NIST Announces Round 1 Candidates For SHA-3 Competition
jd writes "NIST has announced the round 1 candidates for the Cryptographic Hash Algorithm Challenge. Of the 64 who submitted entries, 51 were accepted. Of those, in mere days, one has been definitely broken, and three others are believed to have been. At this rate, it won't take the couple of years NIST was reckoning to whittle down the field to just one or two. (In comparison, the European Union version, NESSIE, received just one cryptographic hash function for its contest. One has to wonder if NIST and the crypto experts are so concerned about being overwhelmed with work for this current contest, why they all but ignored the European effort. A self-inflicted wound might hurt, but it's still self-inflicted.) Popular wisdom has it that no product will have any support for any of these algorithms for years — if ever. Of course, popular wisdom is ignoring all Open Source projects that support cryptography (including the Linux kernel) which could add support for any of these tomorrow. Does it really matter if the algorithm is found to be flawed later on, if most of these packages support algorithms known to be flawed today? Wouldn't it just be geekier to have passwords in Blue Midnight Wish or SANDstorm rather than boring old MD5, even if it makes no practical difference whatsoever?"
What is the point if they only got one submission for the Hash contest? Doesn't that make it the automatic winner?
Surely you want to do better than have to pick from more than one choice.
And yes it will take years to pick the winner. Duh. You don't want to just throw something out there that will get broken immediately.
Actually, it's probably much better to have MD5 which is known broken in understood ways, than Jo3#a$# which is broken but we don't know how, where and why. There are fairly simple rules for MD5 (start phasing out now; only use in situations where you in some way control the input, not your adversary) which make it possible to use in a relatively safe way. If you don't know what way the hash is broken you don't know how to avoid those problems. Having said that, SHA256 should probably be considered the minimum for a temporarily secure system with a lifetime limited until something better has been available and tested. As Mr Schneier says "attacks only get better; they never get worse".
It's also not a surprise that some hashes got broken. There are many entries and they come from all types of cryptographer from teenager to aged expert; from unknown to known mostly by initials (e.g. A, S or R). There was not much hope that all of them would be of good quality.

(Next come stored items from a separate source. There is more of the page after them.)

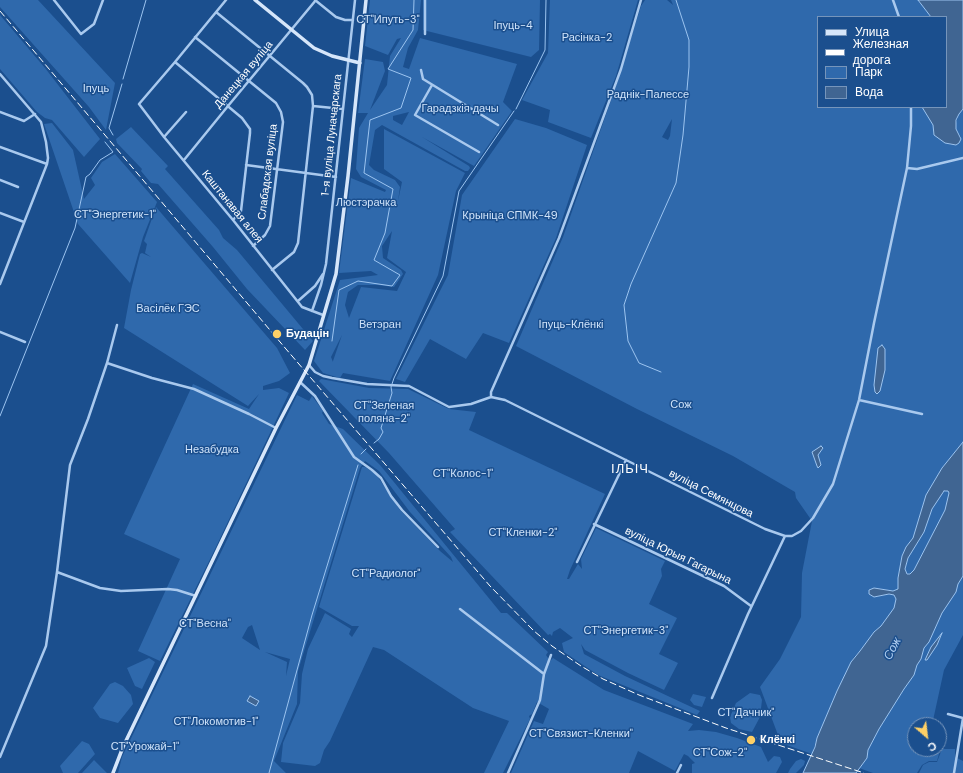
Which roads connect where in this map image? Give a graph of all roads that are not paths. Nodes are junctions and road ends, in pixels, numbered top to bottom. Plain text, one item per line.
1 (54, 0) edge
2 (103, 0) edge
3 (226, 0) edge
4 (256, 0) edge
5 (316, 0) edge
6 (355, 0) edge
7 (366, 0) edge
8 (425, 0) edge
9 (641, 0) edge
10 (893, 0) edge
11 (216, 12) junction
12 (899, 16) edge
13 (353, 20) junction
14 (292, 30) junction
15 (425, 34) dead end
16 (195, 37) junction
17 (270, 56) junction
18 (348, 61) junction
19 (175, 62) junction
20 (360, 63) junction
21 (421, 70) dead end
22 (0, 74) edge
23 (249, 81) junction
24 (432, 85) junction
25 (228, 106) junction
26 (313, 106) junction
27 (911, 108) edge
28 (343, 109) junction
29 (0, 112) edge
30 (186, 112) dead end
31 (35, 114) junction
32 (498, 125) dead end
33 (164, 137) junction
34 (0, 147) edge
35 (479, 152) dead end
36 (963, 158) edge
37 (184, 160) junction
38 (46, 164) junction
39 (246, 165) junction
40 (907, 168) junction
41 (276, 169) junction
42 (306, 172) junction
43 (336, 177) junction
44 (0, 180) edge
45 (18, 187) dead end
46 (0, 213) edge
47 (233, 220) junction
48 (24, 222) junction
49 (253, 246) junction
50 (272, 270) junction
51 (324, 271) junction
52 (0, 284) edge
53 (298, 301) junction
54 (312, 311) junction
55 (323, 315) junction
56 (118, 325) dead end
57 (0, 332) edge
58 (25, 342) dead end
59 (107, 363) junction
60 (308, 365) junction
61 (300, 381) junction
62 (491, 397) junction
63 (859, 400) junction
64 (922, 414) dead end
65 (276, 428) junction
66 (626, 460) junction
67 (594, 524) junction
68 (785, 536) junction
69 (438, 547) dead end
70 (577, 562) dead end
71 (57, 572) junction
72 (196, 596) junction
73 (752, 606) junction
74 (460, 609) dead end
75 (551, 655) dead end
76 (544, 674) junction
77 (712, 698) dead end
78 (948, 714) dead end
79 (963, 718) edge
80 (0, 757) edge
81 (681, 764) dead end
82 (113, 773) edge
83 (508, 773) edge
84 (677, 773) edge
85 (954, 773) edge

1 - 2 street
3 - 11 street
4 - 14 street
5 - 13 street
5 - 14 street, Данецкая вуліца
6 - 13 street, 1-я вуліца Луначарскага
7 - 20 street
8 - 15 street
9 - 62 street
10 - 12 street
11 - 16 street
11 - 17 street
13 - 18 street, 1-я вуліца Луначарскага
14 - 17 street, Данецкая вуліца
14 - 18 street
16 - 19 street
16 - 23 street, Слабадская вуліца
17 - 23 street, Данецкая вуліца
17 - 26 street
18 - 20 street
18 - 28 street, 1-я вуліца Луначарскага
19 - 25 street
19 - 33 street, Каштанавая алея
20 - 55 street
21 - 24 street
22 - 31 street
23 - 25 street, Данецкая вуліца
23 - 41 street, Слабадская вуліца
24 - 32 street
24 - 35 street
25 - 37 street, Данецкая вуліца
25 - 39 street
26 - 28 street
26 - 42 street
27 - 40 street
28 - 43 street, 1-я вуліца Луначарскага
29 - 31 street
30 - 33 street
31 - 38 street
33 - 37 street, Каштанавая алея
34 - 38 street
36 - 40 street
37 - 47 street, Каштанавая алея
38 - 48 street
39 - 41 street
39 - 47 street
40 - 63 street
41 - 42 street
41 - 49 street, Слабадская вуліца
42 - 43 street
42 - 50 street
43 - 51 street, 1-я вуліца Луначарскага
44 - 45 street
46 - 48 street
47 - 49 street, Каштанавая алея
48 - 52 street
49 - 50 street, Каштанавая алея
50 - 53 street, Каштанавая алея
51 - 53 street
51 - 54 street, 1-я вуліца Луначарскага
53 - 54 street, Каштанавая алея
54 - 55 street, Каштанавая алея
55 - 60 street
56 - 59 street
57 - 58 street
59 - 65 street
59 - 71 street
60 - 61 street
60 - 62 street
61 - 65 street
61 - 69 street
62 - 66 street, вуліца Семянцова
63 - 64 street
63 - 68 street
65 - 72 street
66 - 67 street
66 - 68 street, вуліца Семянцова
67 - 70 street
67 - 73 street, вуліца Юрыя Гагарына
68 - 73 street
71 - 72 street
71 - 80 street
72 - 82 street
73 - 77 street
74 - 76 street
75 - 76 street
76 - 83 street
78 - 79 street
79 - 85 street
81 - 84 street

=~ s,(.*),<sarcasm>$1</sarcasm>,g if any_point_you_wish();
s/geekier/stupid and irresponsible
Let me guess, the submitter likes to enable all the useless bling effects on Compiz but never gets any work done, and has racing stripes on his Civic....
I went to Carnegie Mellon and took classes from a bunch of professors who were all freakin' geniuses and here is the second most important lesson I learned about cryptography: NEVER DO IT YOURSELF. And a corollary to that is never use a cryptographic system someone else cooked up until it has been through the vigorous peer review that these hash functions will go through. This was an important lesson to a bunch of egotistical CMU students, and I hope the ones who were actually smart listened. (The first most important lesson is an old one: if you think cryptography is the solution to all your security problems, you don't understand cryptography or your security problems).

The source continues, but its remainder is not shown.